Stem cells, megakaryocytes, and platelets

Brenden W Smith  1 George J Murphy
Affiliations
Review

Stem cells, megakaryocytes, and platelets

Brenden W Smith et al. Curr Opin Hematol. 2014 Sep.

Abstract

Purpose of review: Stem cells are an important tool for the study of ex-vivo models of megakaryopoiesis and the production of functional platelets. In this manuscript, we review the optimization of megakaryocyte and platelet differentiation and discuss the mechanistic studies and disease models that have incorporated stem cell technologies.

Recent findings: Mechanisms of cytoskeletal regulation and signal transduction have revealed insights into hierarchical dynamics of hematopoiesis, highlighting the close relationship between hematopoietic stem cells and cells of the megakaryocyte lineage. Platelet disorders have been successfully modeled and genetically corrected, and differentiation strategies have been optimized to the extent that utilizing stem cell-derived platelets for cellular therapy is feasible.

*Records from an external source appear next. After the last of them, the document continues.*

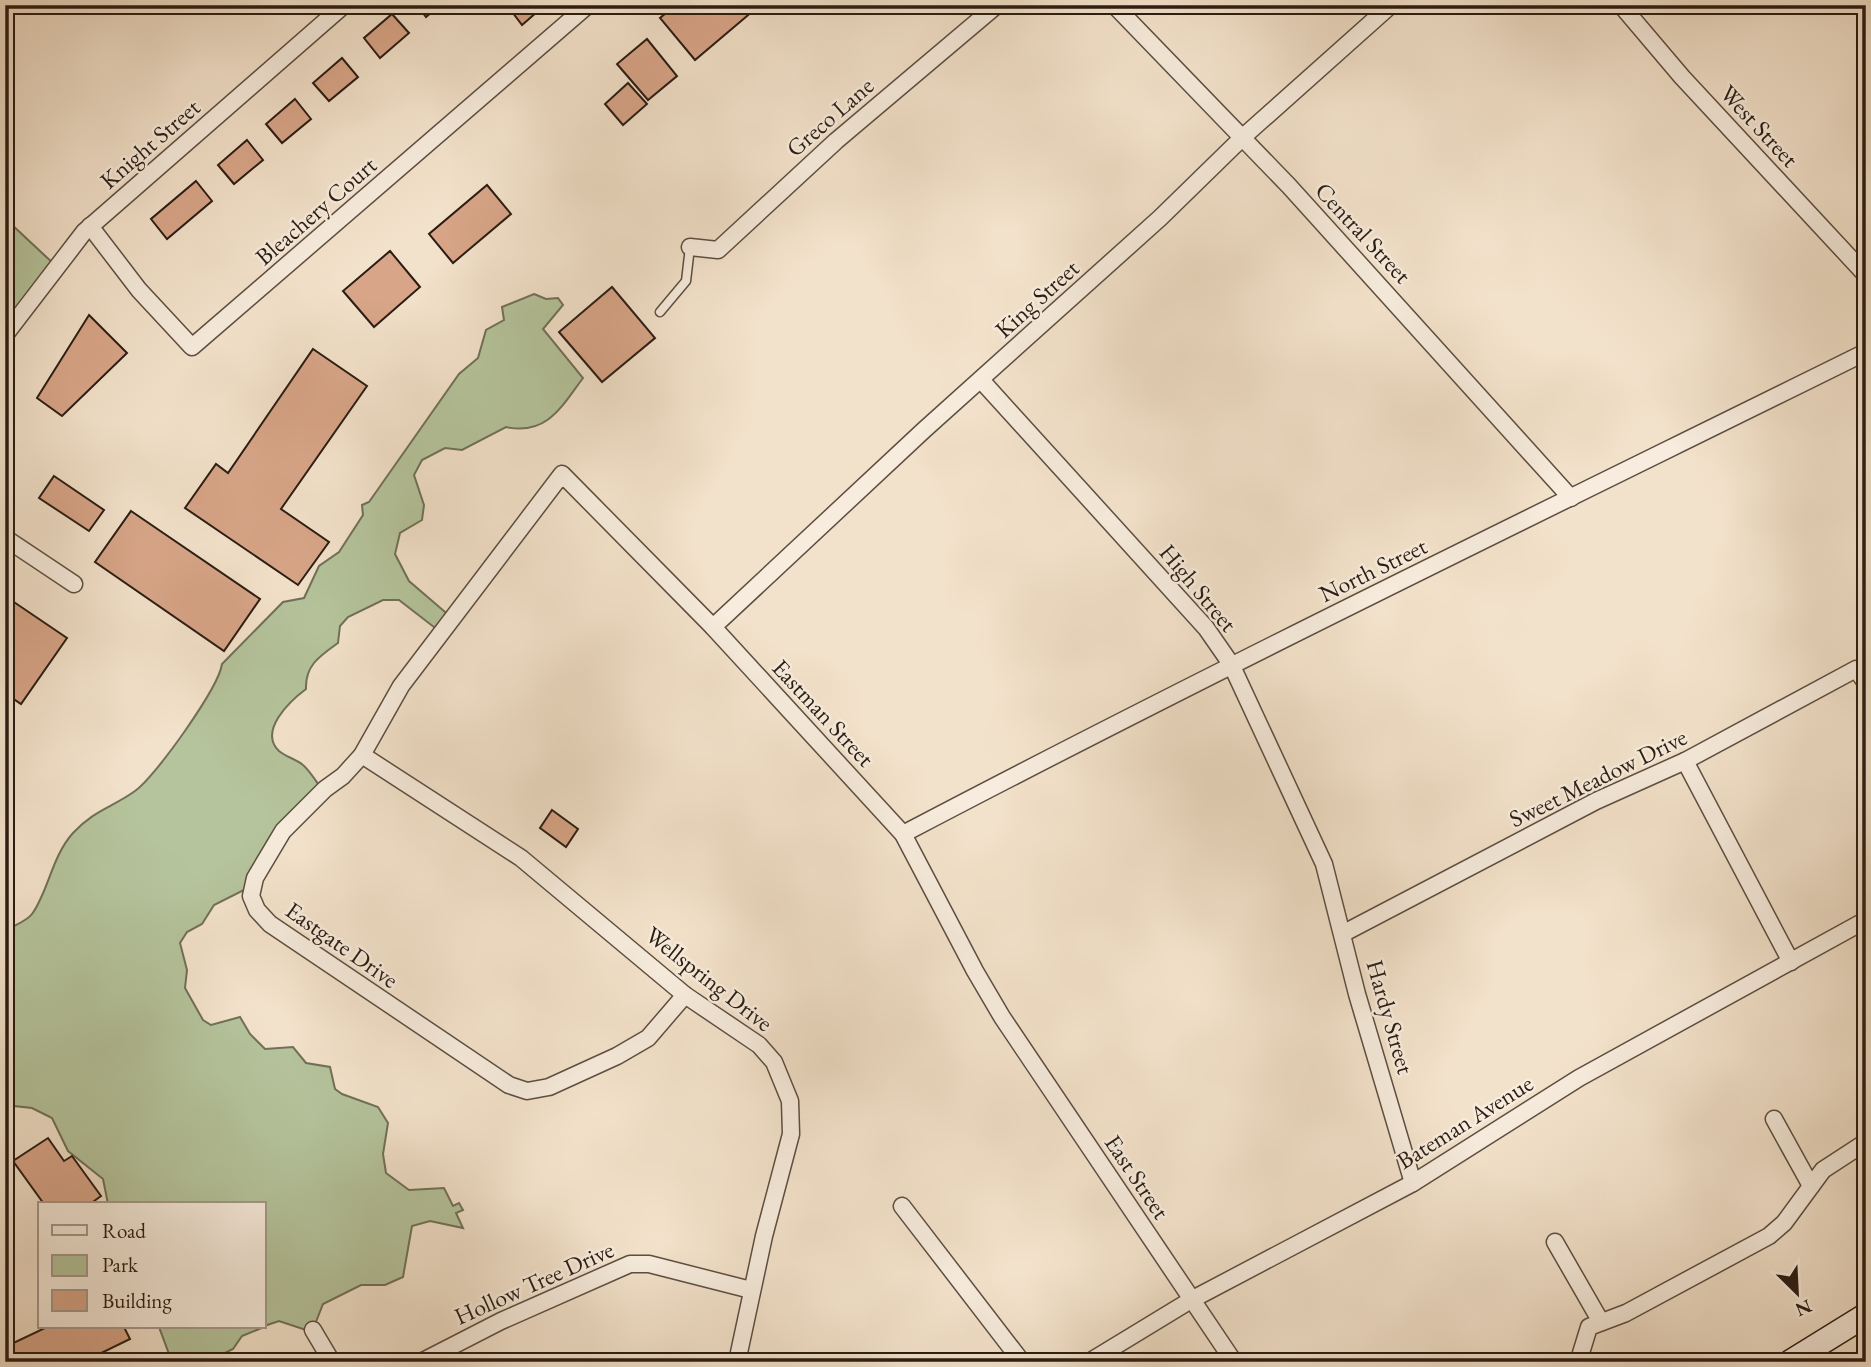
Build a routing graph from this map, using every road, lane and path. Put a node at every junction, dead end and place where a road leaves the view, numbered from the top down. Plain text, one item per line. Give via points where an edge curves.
1 (344, 5) edge
2 (588, 5) edge
3 (997, 5) edge
4 (1114, 5) edge
5 (1391, 5) edge
6 (1621, 5) edge
7 (1243, 137) junction
8 (90, 226) junction
9 (690, 247) joint
10 (1866, 275) edge
11 (660, 312) dead end
12 (5, 335) edge
13 (1866, 352) edge
14 (981, 380) junction
15 (562, 474) joint
16 (1571, 498) junction
17 (5, 538) edge
18 (74, 584) dead end
19 (713, 627) junction
20 (1231, 664) junction
21 (1866, 683) edge
22 (362, 755) junction
23 (1685, 761) junction
24 (903, 834) junction
25 (1324, 864) joint
26 (1866, 920) edge
27 (1344, 933) junction
28 (1791, 962) junction
29 (685, 996) junction
30 (1002, 1017) joint
31 (1774, 1119) dead end
32 (1866, 1142) edge
33 (1413, 1184) junction
34 (1811, 1186) junction
35 (902, 1206) dead end
36 (1555, 1242) dead end
37 (751, 1290) junction
38 (1191, 1300) junction
39 (1866, 1315) edge
40 (1601, 1322) junction
41 (313, 1330) dead end
42 (332, 1362) edge
43 (421, 1362) edge
44 (737, 1362) edge
45 (1022, 1362) edge
46 (1089, 1362) edge
47 (1234, 1362) edge
48 (1585, 1362) edge
49 (1790, 1362) edge

1 - 8 street, Knight Street
2 - 8 street, Bleachery Court via 192,347 139,290
3 - 9 street, Greco Lane via 827,149 718,250
4 - 7 street, Central Street
5 - 7 street, King Street
6 - 10 street, West Street
7 - 14 street, King Street
7 - 16 street, Central Street
8 - 12 street, Knight Street
9 - 11 lane via 686,281
13 - 16 street, North Street
14 - 19 street, King Street
14 - 20 street, High Street via 1206,628
15 - 19 street, Eastman Street
15 - 22 street, Eastgate Drive via 401,686
16 - 20 street, North Street
17 - 18 street
19 - 24 street, Eastman Street
20 - 24 street, North Street
20 - 25 street, High Street
21 - 23 street, Sweet Meadow Drive via 1856,668
22 - 29 street, Wellspring Drive via 521,858
22 - 29 street, Eastgate Drive via 283,831 255,878 251,896 270,924 498,1078 527,1091 549,1087 648,1038
23 - 27 street, Sweet Meadow Drive via 1596,801
23 - 28 street
24 - 30 street, Eastman Street
25 - 27 street, Hardy Street
26 - 28 street, Bateman Avenue
27 - 33 street, Hardy Street via 1357,994
28 - 33 street, Bateman Avenue via 1578,1078
29 - 37 street, Wellspring Drive via 759,1045 774,1062 790,1101 792,1134
30 - 38 street, East Street
31 - 34 street
32 - 34 street via 1823,1170
33 - 38 street, Bateman Avenue
34 - 40 street via 1769,1236
35 - 45 street
36 - 40 street
37 - 43 street, Hollow Tree Drive via 649,1264 630,1264
37 - 44 street, Wellspring Drive
38 - 46 street, Bateman Avenue
38 - 47 street, East Street
39 - 49 main road
40 - 48 street via 1588,1327 1581,1353
41 - 42 street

Summary: Studies that utilize stem cells for the efficient derivation of megakaryocytes and platelets have played a role in uncovering novel molecular mechanisms of megakaryopoiesis, modeling and correcting relevant diseases, and differentiating platelets that are functional and scalable for translation into the clinic. Efforts to derive megakaryocytes and platelets from pluripotent stem cells foster the opportunity of a revolutionary cellular therapy for the treatment of multiple platelet-associated diseases.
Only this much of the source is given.